Wednesday, February 17, 2010

SB 6696

FEBRUARY 17, 2010

Members of the committee—

I'm Ted Nutting from Seattle, speaking for myself. I teach math at Ballard High School, and I've been involved for years in the effort to improve our students' performance in math. We had a huge success a few years ago when the legislature, led by this committee, provided for the development of new math standards to serve as the basis and the measure of our students' learning.

That was quite a chore. First, you, seeing that math education in this state was pretty much a failure, required the state superintendent, Dr. Bergeson, to come up with new standards. She did, and you saw that those new standards weren't much better than the old ones. You then required (by a unanimous vote, as I recall) that the State Board of Education become involved, essentially taking the authority away from Dr.
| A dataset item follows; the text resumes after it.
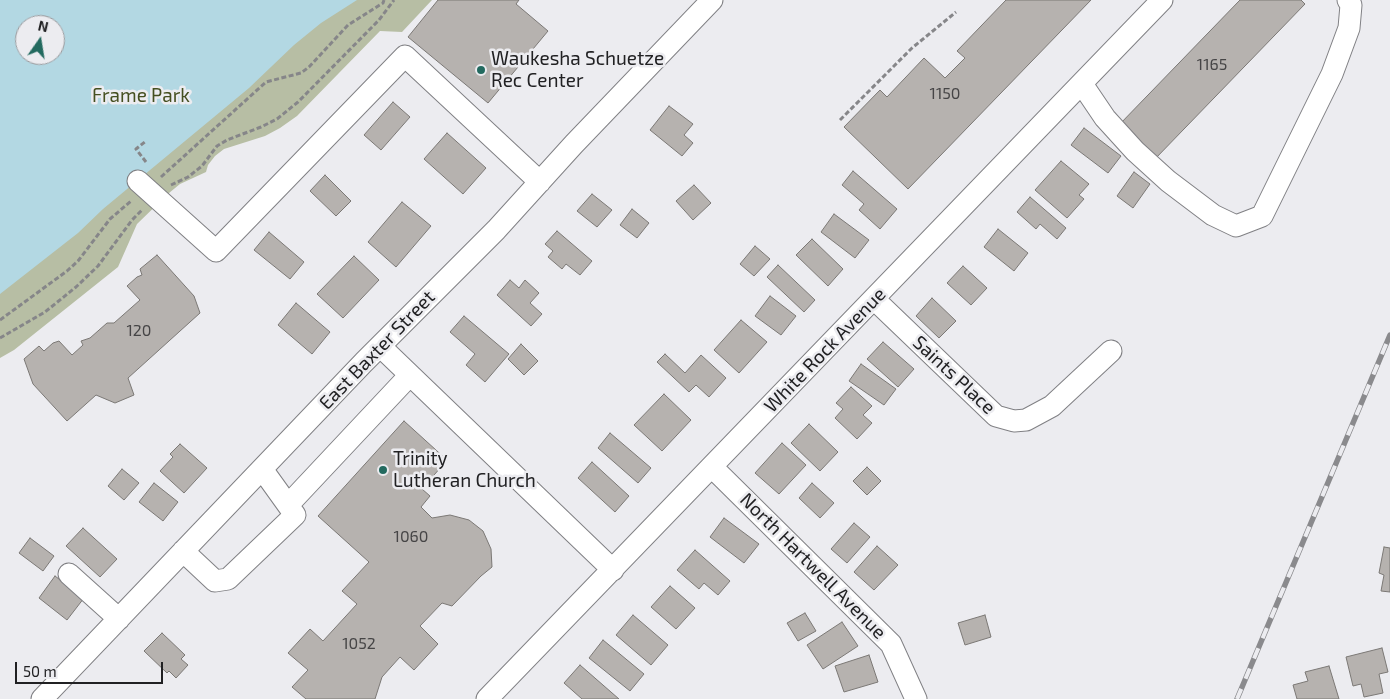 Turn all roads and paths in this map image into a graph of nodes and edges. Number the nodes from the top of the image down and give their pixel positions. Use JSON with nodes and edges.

Bergeson.

All this involved a long process that took quite a while, but we eventually emerged with standards which, while not quite what I would like, are far better than the ones they replaced and far better than those of most states. Most of the credit for this belongs to the legislature.

Senate Bill 6696 would throw out those standards, replacing them with ones drawn up by a "multistate consortium" of which Washington is a part, with a possibility of our state's adding 15% more standards specific to our state.
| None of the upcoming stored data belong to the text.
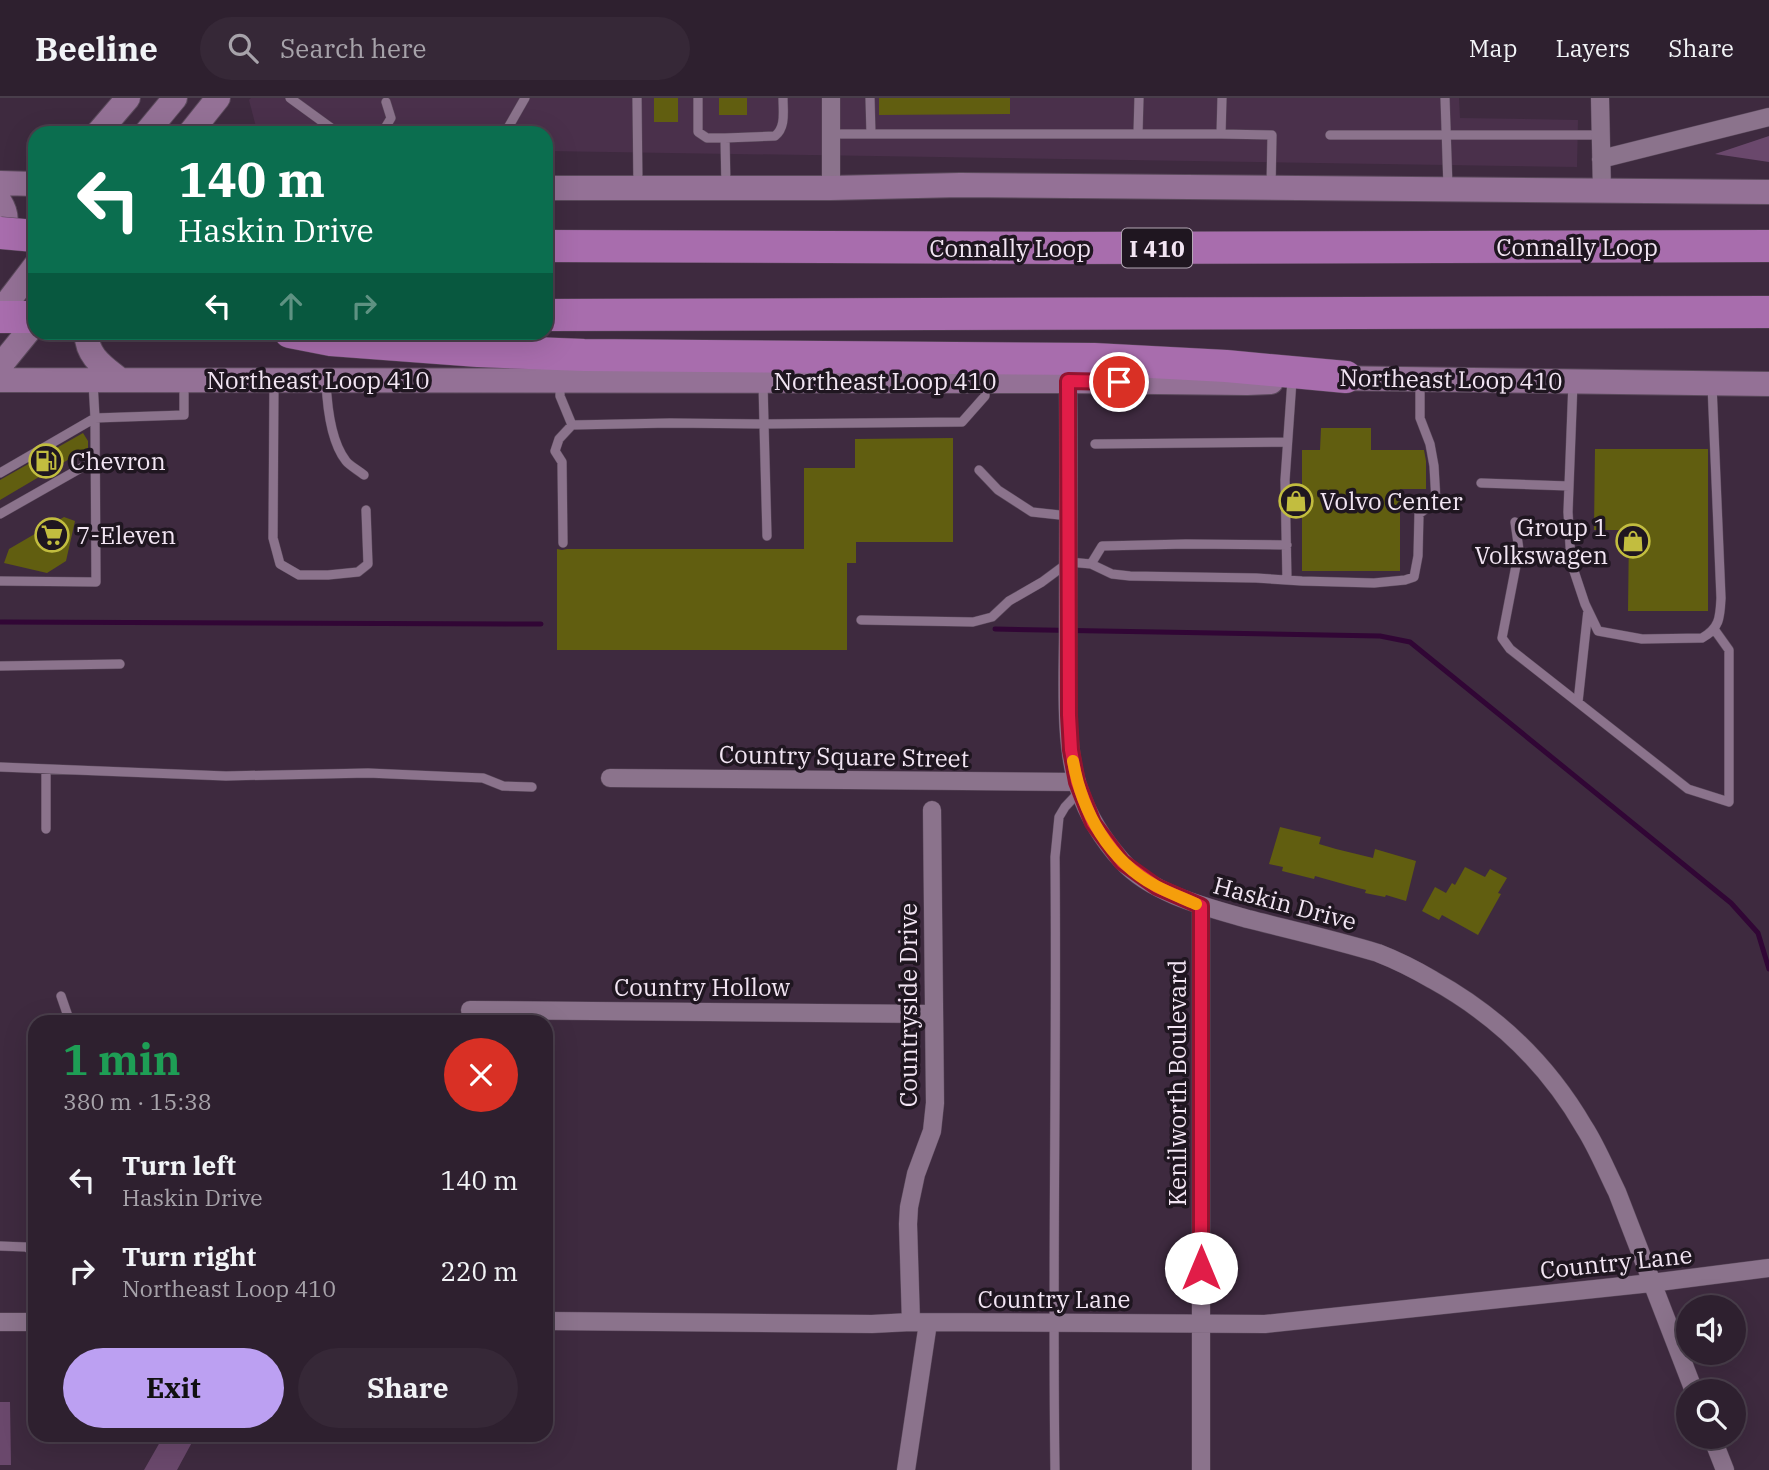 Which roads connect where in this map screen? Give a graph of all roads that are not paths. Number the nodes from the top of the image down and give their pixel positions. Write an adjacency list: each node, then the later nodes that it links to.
1 (128, 98): 17 (main road)
2 (176, 98): 18 (main road)
3 (220, 98): 19 (main road); 20 (main road)
4 (290, 98): 21 (lane)
5 (525, 98): 23 (lane)
6 (637, 98): 36 (lane)
7 (698, 98): 31 (lane)
8 (783, 98): 31 (lane)
9 (831, 98): 25 (street)
10 (870, 98): 26 (lane)
11 (1139, 98): 24 (lane)
12 (1222, 98): 27 (lane)
13 (1446, 98): 29 (lane)
14 (1600, 98): 30 (street)
15 (385, 99): 22 (lane)
16 (1766, 121): 32 (street)
17 (104, 126)
18 (152, 126)
19 (196, 126)
20 (217, 126)
21 (328, 126)
22 (386, 126)
23 (509, 126)
24 (1138, 133): 26 (lane); 27 (lane)
25 (831, 134): 26 (lane); 38 (street)
26 (871, 134)
27 (1221, 134): 39 (lane)
28 (1330, 135): 29 (lane)
29 (1447, 135): 30 (lane); 40 (lane)
30 (1601, 135): 32 (street)
31 (725, 138): 37 (lane)
32 (1601, 159): 41 (street)
33 (0, 183): 34 (main road)
34 (28, 183)
35 (553, 188): 36 (main road)
36 (638, 188): 37 (main road)
37 (726, 188): 38 (main road)
38 (831, 188): 39 (main road)
39 (1271, 188): 40 (main road)
40 (1448, 190): 41 (main road)
41 (1602, 191): 42 (main road)
42 (1769, 192)
43 (0, 202): 44 (main road)
44 (0, 234): 45 (highway, bridge)
45 (28, 236)
46 (0, 246): 47 (highway)
47 (28, 246)
48 (553, 246): 49 (highway, Connally Loop / I 410)
49 (1769, 246)
50 (28, 276): 52 (main road)
51 (1769, 312): 53 (highway)
52 (0, 314): 54 (highway)
53 (553, 315)
54 (28, 316)
55 (28, 332): 58 (main road)
56 (86, 340): 61 (main road)
57 (331, 340): 59 (highway)
58 (0, 366)
59 (1346, 377): 60 (main road, Northeast Loop 410); 66 (main road, Northeast Loop 410)
60 (1420, 378): 72 (main road, Northeast Loop 410); 95 (lane)
61 (119, 379): 63 (main road, Northeast Loop 410); 64 (main road, Northeast Loop 410)
62 (0, 380): 63 (main road, Northeast Loop 410)
63 (93, 380): 75 (lane)
64 (184, 380): 65 (main road, Northeast Loop 410); 75 (lane)
65 (274, 380): 67 (main road, Northeast Loop 410); 86 (lane)
66 (1292, 380): 71 (main road, Northeast Loop 410); 78 (lane)
67 (326, 381): 68 (main road, Northeast Loop 410); 83 (lane)
68 (559, 381): 69 (main road, Northeast Loop 410); 77 (lane)
69 (763, 381): 70 (main road, Northeast Loop 410); 76 (lane)
70 (985, 381): 71 (main road, Northeast Loop 410); 76 (lane)
71 (1068, 381): 88 (street, Haskin Drive)
72 (1573, 381): 73 (main road, Northeast Loop 410); 85 (lane)
73 (1712, 383): 74 (main road, Northeast Loop 410); 99 (lane)
74 (1769, 384)
75 (95, 418): 80 (lane); 82 (lane)
76 (764, 424): 77 (lane); 90 (lane)
77 (572, 425): 91 (lane)
78 (1287, 442): 79 (lane); 92 (lane)
79 (1095, 444)
80 (95, 460): 87 (lane); 96 (lane)
81 (979, 470): 88 (lane)
82 (0, 473)
83 (364, 475)
84 (1481, 483): 85 (lane)
85 (1569, 486): 97 (lane)
86 (366, 510)
87 (0, 514)
88 (1069, 516): 93 (street, Haskin Drive)
89 (1515, 522): 102 (lane)
90 (766, 536)
91 (563, 543)
92 (1287, 545): 94 (lane); 95 (lane)
93 (1069, 562): 94 (lane); 98 (lane); 107 (street, Haskin Drive)
94 (1091, 564): 95 (lane)
95 (1287, 580)
96 (0, 581)
97 (1588, 609): 99 (lane); 102 (lane)
98 (861, 620)
99 (1714, 629): 102 (lane)
100 (120, 664): 101 (lane)
101 (0, 666)
102 (1578, 702)
103 (0, 767): 104 (lane)
104 (46, 769): 106 (lane); 109 (lane)
105 (610, 778): 107 (street, Country Square Street)
106 (532, 787)
107 (1078, 787): 110 (street, Haskin Drive); 123 (lane)
108 (932, 810): 113 (street, Countryside Drive)
109 (46, 829)
110 (1201, 906): 118 (street, Haskin Drive); 124 (street, Kenilworth Boulevard)
111 (61, 996): 114 (lane)
112 (470, 1010): 113 (street, Country Hollow)
113 (934, 1014): 122 (street, Countryside Drive)
114 (68, 1015)
115 (0, 1246): 116 (lane)
116 (28, 1248)
117 (1769, 1268): 118 (street, Country Lane)
118 (1651, 1283): 124 (street, Country Lane); 125 (street, Haskin Drive)
119 (553, 1321): 122 (street, Country Lane)
120 (0, 1322): 121 (street)
121 (28, 1322)
122 (919, 1322): 123 (street, Country Lane); 127 (street, Countryside Drive)
123 (1053, 1324): 124 (street, Country Lane); 128 (lane)
124 (1201, 1324): 129 (street, Kenilworth Boulevard)
125 (1689, 1379)
126 (1717, 1449): 130 (street)
127 (906, 1470)
128 (1055, 1470)
129 (1201, 1470)
130 (1725, 1470)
This might make sense if we knew what those multistate standards were and if we liked them. But we don’t! A draft dated January 13 was leaked and has circulated, and it falls far behind our state's standards in quality. Those draft standards are heavy on pedagogy – not a good idea. They don't require use of the standard algorithms for the basic operations of addition, subtraction, multiplication, and division. Students don't have to be automatic in their knowledge of basic math facts. The high school standards are not organized in a useful way.

What is going on here? How can we sign on to something that will override our own good work when we don't know what we are signing on to? Why is the possibility of significant money being dangled to make us negate our own earlier efforts when we don't even know that we'll get the money? And, if we do get the money, is it even worth it?
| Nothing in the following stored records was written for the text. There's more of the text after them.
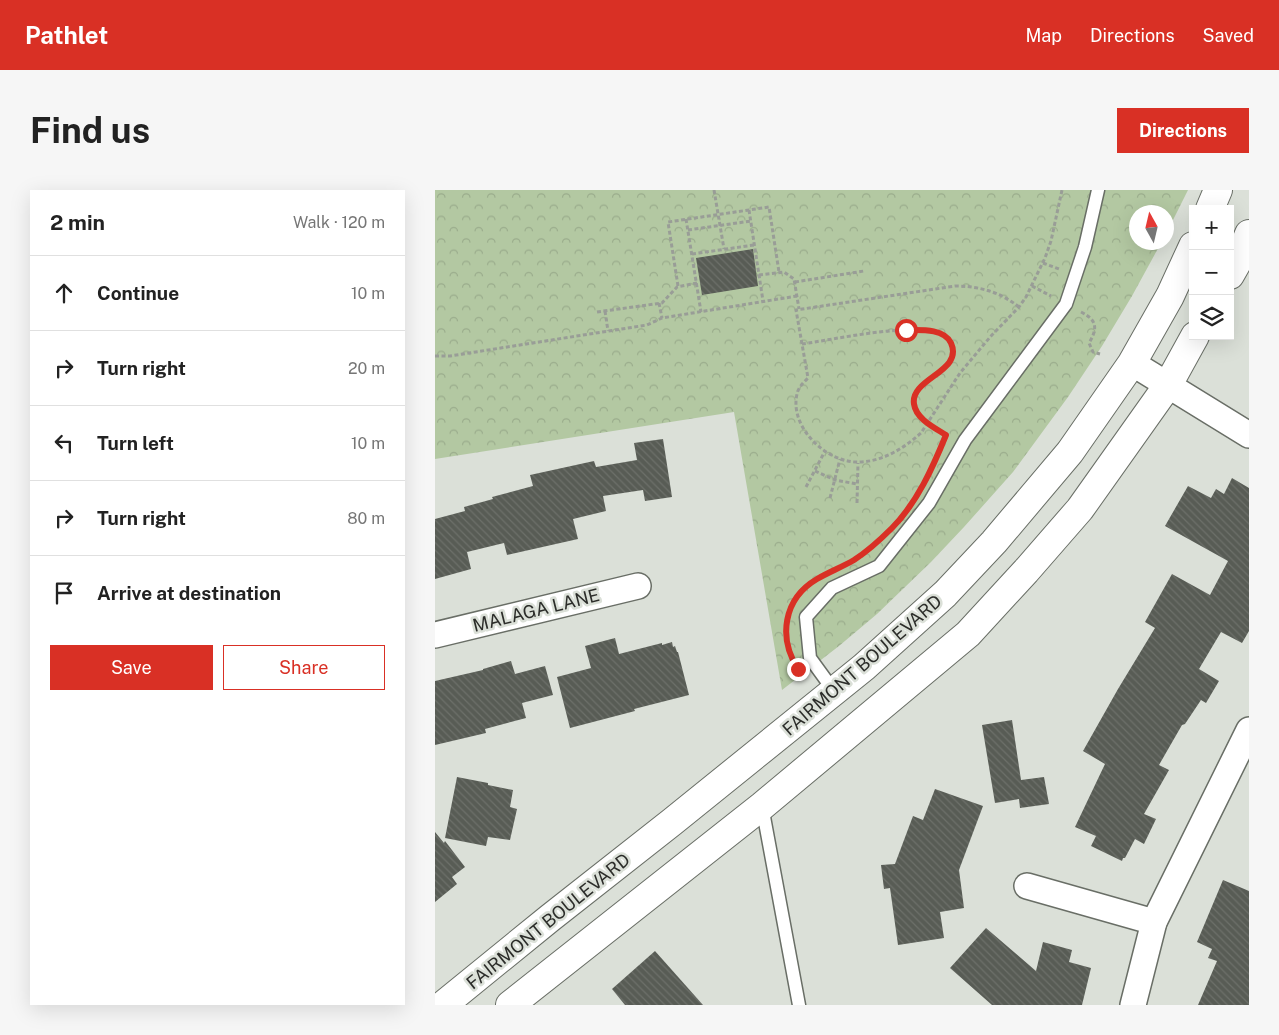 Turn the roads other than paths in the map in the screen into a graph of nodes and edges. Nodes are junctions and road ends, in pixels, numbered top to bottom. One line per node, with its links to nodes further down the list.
1 (1098, 190): 13 (lane)
2 (1218, 190): 3 (main road)
3 (1211, 205)
4 (1249, 234): 6 (main road)
5 (1191, 250): 8 (main road, FAIRMONT BOULEVARD)
6 (1234, 268)
7 (1193, 340): 9 (main road)
8 (1132, 363): 9 (street); 13 (main road, FAIRMONT BOULEVARD)
9 (1168, 385): 10 (street); 15 (main road)
10 (1249, 435)
11 (638, 586): 12 (street, MALAGA LANE)
12 (435, 635)
13 (834, 691): 18 (main road, FAIRMONT BOULEVARD)
14 (1249, 730): 17 (street)
15 (762, 806): 19 (main road); 20 (lane)
16 (1027, 886): 17 (street)
17 (1154, 922): 21 (street)
18 (443, 1005)
19 (510, 1005)
20 (799, 1005)
21 (1133, 1005) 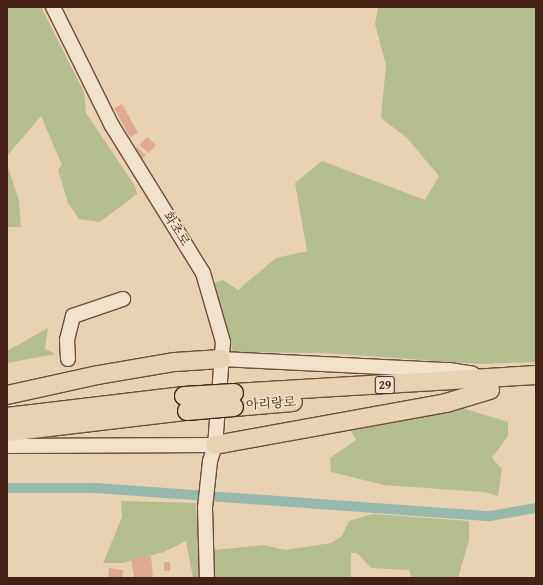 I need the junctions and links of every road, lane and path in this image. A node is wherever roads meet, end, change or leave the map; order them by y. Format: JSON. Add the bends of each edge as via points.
{"nodes":[{"id":1,"x":57,"y":9,"type":"edge"},
{"id":2,"x":123,"y":299,"type":"dead end"},
{"id":3,"x":68,"y":359,"type":"dead end"},
{"id":4,"x":221,"y":359,"type":"junction"},
{"id":5,"x":536,"y":375,"type":"edge"},
{"id":6,"x":491,"y":384,"type":"junction"},
{"id":7,"x":536,"y":387,"type":"edge"},
{"id":8,"x":7,"y":395,"type":"edge"},
{"id":9,"x":186,"y":404,"type":"junction"},
{"id":10,"x":7,"y":417,"type":"edge"},
{"id":11,"x":7,"y":432,"type":"edge"},
{"id":12,"x":215,"y":445,"type":"junction"},
{"id":13,"x":7,"y":446,"type":"edge"},
{"id":14,"x":207,"y":578,"type":"edge"}],
"edges":[{"from":1,"to":4,"type":"street","name":"화초로","via":[[111,124],[203,273],[223,342]]},
{"from":2,"to":3,"type":"street","via":[[73,316],[67,340]]},
{"from":4,"to":6,"type":"street","via":[[449,370]]},
{"from":4,"to":8,"type":"main road","via":[[114,372]]},
{"from":4,"to":12,"type":"street","name":"화초로"},
{"from":5,"to":6,"type":"main road","name":"아리랑로","number":"29"},
{"from":6,"to":7,"type":"main road","name":"아리랑로","number":"29"},
{"from":6,"to":9,"type":"main road","name":"아리랑로","number":"29","bridge":true},
{"from":6,"to":12,"type":"main road","via":[[446,403]]},
{"from":9,"to":10,"type":"main road","name":"아리랑로","number":"29"},
{"from":9,"to":11,"type":"main road","name":"아리랑로","number":"29"},
{"from":12,"to":13,"type":"street"},
{"from":12,"to":14,"type":"street","name":"화초로","via":[[205,508]]}]}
Superintendent Dorn assured us last September that changes to the state standards would be made only after an ample opportunity for public review and comment. SB 6696 provides for a comment period, but it requires the Superintendent to adopt the multistate standards REGARDLESS OF WHAT THE PUBLIC COMMENTS ARE! Please don't let this remain in the bill!

One more outrage: the word is that, when the draft multistate standards are released by the Council of Chief State School Officers, the public will have two and one-half weeks to comment. TWO AND ONE-HALF WEEKS! Ladies and gentlemen, teaching is a second career with me; I retired after 30 years in the Coast Guard. In the Coast Guard, I had some familiarity with changing federal regulations. If we wanted to change the opening hours for Seattle's Fremont Bridge, we had to publish notice in the Federal Register and allow 30 days for public comment. 30 DAYS!

Well, it seems to me that changing the learning standards for students in our state and across the country deserves more than TWO AND ONE-HALF WEEKS for receiving public input. What's the huge rush? SIX MONTHS might be more appropriate. Why are we apparently being snookered here? Does this make any sense?

I plead with you – don't pass any bill that doesn't give Washington final say over what its mathematics standards will be. You – and many others – have invested too much in the major changes we've made to throw that all out and buy a pig in a poke!

Thank you.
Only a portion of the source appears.